Будь передо мной кто другой, а не товарищ Дзержинский, которого я очень уважаю, сказал бы, где я видел и Зиновьева, и Коминтерн. Но пришлось быть вежливым:

– Так я мысли товарища Зиновьева пока улавливать не научился. В принципе, он мог бы сам позвонить, или поручить кому-то, пригласить меня к себе.

– А вы бы явились по его требованию? – полюбопытствовал Председатель ВЧК.

– Сначала бы доложил вам, или товарищу Ксенофонтову, а там по ситуации. Если начальник дает «добро», то явился, а нет – извините, – покачал я головой. – Я с уважением отношусь к Коминтерну, но это не повод нарушать дисциплину и субординацию.

– Вот здесь, Владимир Иванович, нарушения дисциплины нет. Вы в первую очередь коммунист, а уже во вторую – чекист. Если бы вы пришли к товарищу Зиновьеву без моего ведома, вам это никто не поставил бы в вину. Хотя, – улыбнулся товарищ Феликс, – вы все правильно сделали. Все-таки, у нас с Коммунистическим интернационалом немного разные задачи. У нас – охранительные функции, а они экспортируют революцию. А уж если мы занимаемся охраной нашего государства, вернемся к делам насущным. Как вы считаете, кто может стать лидером белой эмиграции?
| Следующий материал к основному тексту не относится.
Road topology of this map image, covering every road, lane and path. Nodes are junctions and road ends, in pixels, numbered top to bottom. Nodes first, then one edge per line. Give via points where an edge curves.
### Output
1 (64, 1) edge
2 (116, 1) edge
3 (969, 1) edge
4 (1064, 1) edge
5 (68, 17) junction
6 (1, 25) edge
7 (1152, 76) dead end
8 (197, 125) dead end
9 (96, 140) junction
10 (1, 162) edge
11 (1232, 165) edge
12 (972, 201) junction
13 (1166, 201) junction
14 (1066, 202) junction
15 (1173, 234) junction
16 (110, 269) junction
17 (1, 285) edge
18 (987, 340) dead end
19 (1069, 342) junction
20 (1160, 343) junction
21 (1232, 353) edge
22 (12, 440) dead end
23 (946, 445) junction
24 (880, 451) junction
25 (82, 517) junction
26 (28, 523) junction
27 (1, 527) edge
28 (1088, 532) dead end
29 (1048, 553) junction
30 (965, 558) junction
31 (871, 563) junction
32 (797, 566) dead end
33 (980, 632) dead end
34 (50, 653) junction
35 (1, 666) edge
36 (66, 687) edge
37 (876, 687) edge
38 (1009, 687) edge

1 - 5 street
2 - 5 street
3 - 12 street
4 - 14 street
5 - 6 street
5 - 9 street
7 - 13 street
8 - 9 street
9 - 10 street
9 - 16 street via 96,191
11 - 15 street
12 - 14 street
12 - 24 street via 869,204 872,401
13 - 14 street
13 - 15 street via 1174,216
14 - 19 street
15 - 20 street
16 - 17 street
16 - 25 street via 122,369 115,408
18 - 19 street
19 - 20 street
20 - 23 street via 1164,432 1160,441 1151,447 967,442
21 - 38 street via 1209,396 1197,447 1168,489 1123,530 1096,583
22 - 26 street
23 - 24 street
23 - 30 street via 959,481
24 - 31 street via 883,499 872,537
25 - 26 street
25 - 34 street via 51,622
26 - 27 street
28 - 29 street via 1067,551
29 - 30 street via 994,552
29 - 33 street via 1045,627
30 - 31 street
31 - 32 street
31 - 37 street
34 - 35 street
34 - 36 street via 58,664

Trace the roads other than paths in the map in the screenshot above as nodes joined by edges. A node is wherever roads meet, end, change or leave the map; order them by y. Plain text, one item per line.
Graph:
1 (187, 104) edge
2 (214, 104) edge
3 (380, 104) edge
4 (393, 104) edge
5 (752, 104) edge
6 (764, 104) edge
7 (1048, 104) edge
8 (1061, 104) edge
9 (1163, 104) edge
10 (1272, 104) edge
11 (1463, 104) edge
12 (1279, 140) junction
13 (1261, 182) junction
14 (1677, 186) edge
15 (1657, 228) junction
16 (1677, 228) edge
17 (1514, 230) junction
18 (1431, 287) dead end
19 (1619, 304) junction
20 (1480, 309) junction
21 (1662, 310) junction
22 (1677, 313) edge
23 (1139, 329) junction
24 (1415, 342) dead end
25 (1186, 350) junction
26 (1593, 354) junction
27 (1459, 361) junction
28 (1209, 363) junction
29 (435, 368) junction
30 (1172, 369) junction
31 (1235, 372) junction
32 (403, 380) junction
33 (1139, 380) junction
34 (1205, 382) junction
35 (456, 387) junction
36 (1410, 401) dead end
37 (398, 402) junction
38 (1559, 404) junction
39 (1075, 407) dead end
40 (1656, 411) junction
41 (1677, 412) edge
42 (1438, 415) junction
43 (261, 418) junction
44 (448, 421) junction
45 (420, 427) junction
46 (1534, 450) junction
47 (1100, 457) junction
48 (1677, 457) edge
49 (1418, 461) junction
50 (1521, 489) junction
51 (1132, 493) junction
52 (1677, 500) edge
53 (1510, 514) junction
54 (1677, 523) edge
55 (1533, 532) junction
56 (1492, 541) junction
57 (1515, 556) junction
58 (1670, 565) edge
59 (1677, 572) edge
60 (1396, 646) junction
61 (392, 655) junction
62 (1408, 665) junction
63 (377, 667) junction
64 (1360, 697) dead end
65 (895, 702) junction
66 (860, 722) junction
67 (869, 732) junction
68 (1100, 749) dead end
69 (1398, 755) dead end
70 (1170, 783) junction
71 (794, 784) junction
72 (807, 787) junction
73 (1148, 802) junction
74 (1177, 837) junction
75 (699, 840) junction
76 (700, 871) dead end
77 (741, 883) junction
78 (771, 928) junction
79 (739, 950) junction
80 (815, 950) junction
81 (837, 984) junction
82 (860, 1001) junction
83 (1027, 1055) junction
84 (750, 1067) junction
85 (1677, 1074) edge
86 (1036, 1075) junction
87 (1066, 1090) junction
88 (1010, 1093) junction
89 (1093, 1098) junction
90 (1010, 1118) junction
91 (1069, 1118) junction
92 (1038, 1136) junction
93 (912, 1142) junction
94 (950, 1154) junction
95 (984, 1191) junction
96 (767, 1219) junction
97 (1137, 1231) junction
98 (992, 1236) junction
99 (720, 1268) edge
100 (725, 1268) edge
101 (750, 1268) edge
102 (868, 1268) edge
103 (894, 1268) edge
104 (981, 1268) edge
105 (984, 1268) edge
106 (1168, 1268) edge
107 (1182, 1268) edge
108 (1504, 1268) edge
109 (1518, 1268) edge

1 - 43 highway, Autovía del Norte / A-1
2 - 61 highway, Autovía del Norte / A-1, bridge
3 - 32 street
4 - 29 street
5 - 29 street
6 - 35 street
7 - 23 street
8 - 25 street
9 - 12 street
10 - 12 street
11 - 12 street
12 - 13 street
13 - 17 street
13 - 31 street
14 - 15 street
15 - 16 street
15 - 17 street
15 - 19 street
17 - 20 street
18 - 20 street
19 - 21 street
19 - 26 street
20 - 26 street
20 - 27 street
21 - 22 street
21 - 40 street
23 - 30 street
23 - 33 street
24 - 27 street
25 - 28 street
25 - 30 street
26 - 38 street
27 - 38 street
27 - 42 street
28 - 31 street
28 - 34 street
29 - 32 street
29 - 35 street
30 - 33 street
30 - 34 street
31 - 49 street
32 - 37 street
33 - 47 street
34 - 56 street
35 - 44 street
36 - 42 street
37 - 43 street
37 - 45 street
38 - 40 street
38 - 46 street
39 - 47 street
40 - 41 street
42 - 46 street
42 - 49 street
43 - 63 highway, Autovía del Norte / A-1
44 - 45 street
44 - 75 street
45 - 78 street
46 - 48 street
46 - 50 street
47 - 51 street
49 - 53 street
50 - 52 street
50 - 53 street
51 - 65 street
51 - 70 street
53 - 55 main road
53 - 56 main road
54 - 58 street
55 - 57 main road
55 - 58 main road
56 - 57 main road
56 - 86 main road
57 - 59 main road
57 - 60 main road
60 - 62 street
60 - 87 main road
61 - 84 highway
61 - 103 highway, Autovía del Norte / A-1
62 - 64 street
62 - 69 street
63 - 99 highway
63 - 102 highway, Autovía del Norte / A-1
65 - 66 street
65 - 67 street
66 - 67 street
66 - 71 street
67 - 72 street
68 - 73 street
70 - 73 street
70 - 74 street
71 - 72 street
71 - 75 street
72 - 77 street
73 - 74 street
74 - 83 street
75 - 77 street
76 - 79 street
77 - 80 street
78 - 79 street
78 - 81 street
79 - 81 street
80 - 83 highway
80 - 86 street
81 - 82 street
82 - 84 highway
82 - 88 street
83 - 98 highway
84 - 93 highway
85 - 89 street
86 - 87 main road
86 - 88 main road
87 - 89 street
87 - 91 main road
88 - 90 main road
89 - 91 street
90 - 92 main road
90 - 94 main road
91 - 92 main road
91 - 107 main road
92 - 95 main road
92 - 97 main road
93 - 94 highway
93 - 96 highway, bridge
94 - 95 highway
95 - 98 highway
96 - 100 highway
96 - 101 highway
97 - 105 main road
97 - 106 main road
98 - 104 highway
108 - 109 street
– Безусловно, формальным лидером остается Врангель. Но Врангель не сторонник силовых действий. Терроризм не его метод. Как я полагаю, реальным лидером, у которого будут и деньги, и активные боевики станет Кутепов. Есть еще Барбович, но он не пользуется таким авторитетом. Барон будет сдерживать ретивых помощников, но недолго. Среди белогвардейцев хватает оголтелых антисоветчиков, они потребуют активных действий. Думаю, случатся теракты против наших товарищей и в Европе, и в России. Что-то я смогу предотвратить, но, увы, за всеми не уследить. Когда у нас появятся официальные представительства, станет полегче, но это еще нескоро.

– Владимир Иванович, вы человек проницательный. Вы уже поняли, что товарищ Артузов собирается создать «антисоветскую» организацию, чтобы использовать ее как приманку. Как вы считаете, можно ли воспользоваться эмигрантами, которых вы взяли под контроль, для выполнения этой миссии?

Я ненадолго задумался, прикидывая возможности. Наконец, ответил:

– Я бы предложил другой вариант. У меня катастрофическая нехватка людей, а работы много. Вербовку французов и белоэмигрантов не следует проводить в спешке, а иначе могут случиться неприятности с французскими властями. Мне бы не хотелось рисковать торгпредством, а то и будущими дипломатическими отношениями с Францией. Лучше переправить ко мне десятка два надежных людей. Кого-то я оставлю себе, использую для расширения резидентуры, а часть потихоньку внедрим в ряды белоэмигрантов. Мы с товарищем Бокием поработаем, подберем нужных кандидатов. Было бы совсем неплохо, если бы Артур, – я хотел сказать, товарищ Артузов, – поправился я, – подкинул бы еще и своих людей, человек пять, владеющих информацией о предстоящей операции, тогда вообще прекрасно.